Mr Powell was young enough, to be startled at the suggestion, which
sounded confidential and blood-curdling in the dusk. He said sharply
that it was not very likely, as if defending the absent victim of the
accident from an unkind aspersion. He felt, in fact, indignant. The
other emitted a short stifled laugh of a conciliatory nature. The
second bell rang under the poop. He made a movement at the sound, but
lingered.
"What I said was not meant seriously," he murmured, with that strange
air of fearing to be overheard. "Not in this case. I know the man."

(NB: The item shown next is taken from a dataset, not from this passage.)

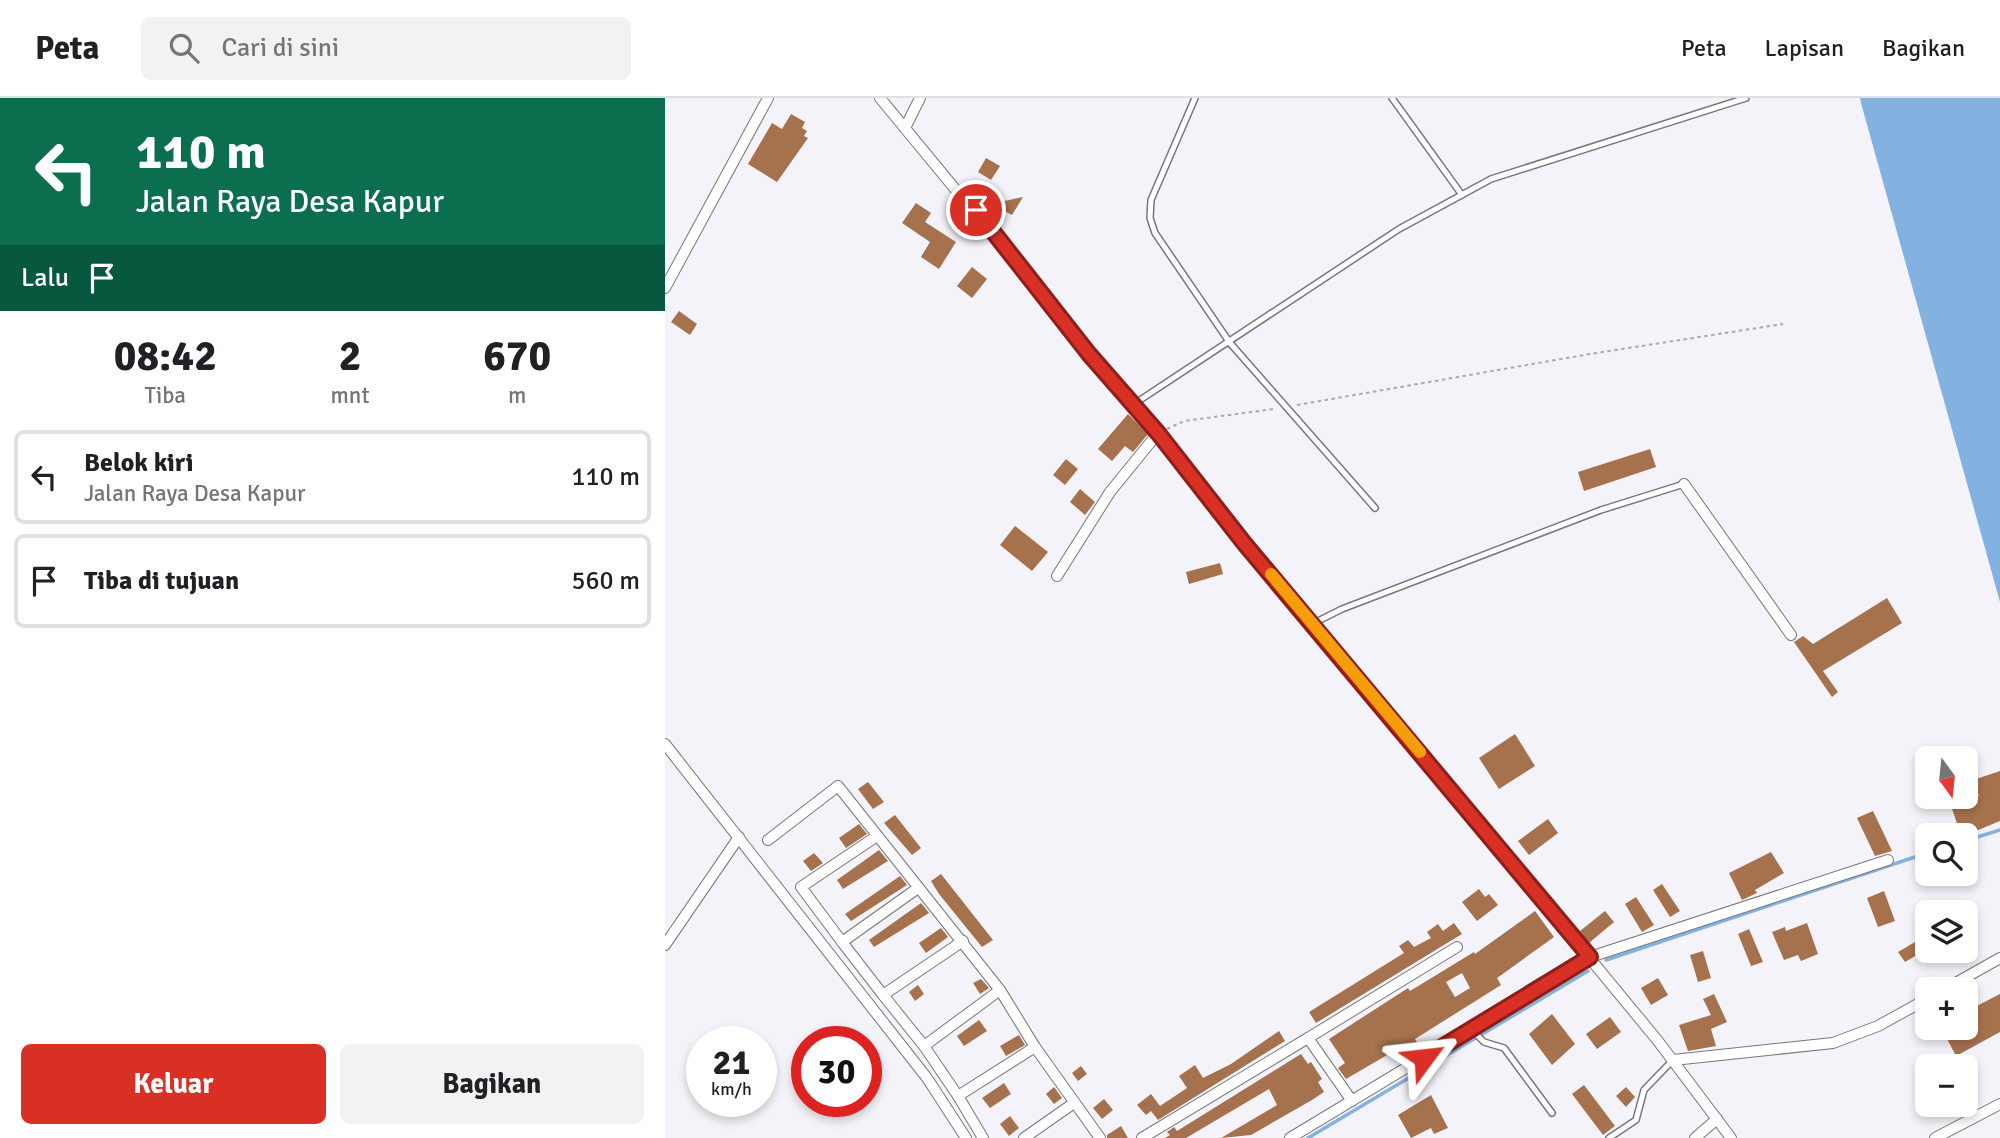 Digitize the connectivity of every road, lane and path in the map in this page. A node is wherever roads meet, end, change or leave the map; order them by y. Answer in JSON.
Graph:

The occasion, or rather the want of occasion, for this conversation, had
sharpened the perceptions of the unsophisticated second officer of the
_Ferndale_. He was alive to the slightest shade of tone, and felt as if
this "I know the man" should have been followed by a "he was no friend
of mine." But after the shortest possible break the old gentleman
continued to murmur distinctly and evenly:
"Whereas you have never seen him. Nevertheless, when you have gone
through as many years as I have, you will understand how an event
putting an end to one's existence may not be altogether unwelcome. Of
course there are stupid accidents. And even then one needn't be very
angry. What is it to be deprived of life? It's soon done. But what
would you think of the feelings of a man who should have had his life
stolen from him? Cheated out of it, I say!"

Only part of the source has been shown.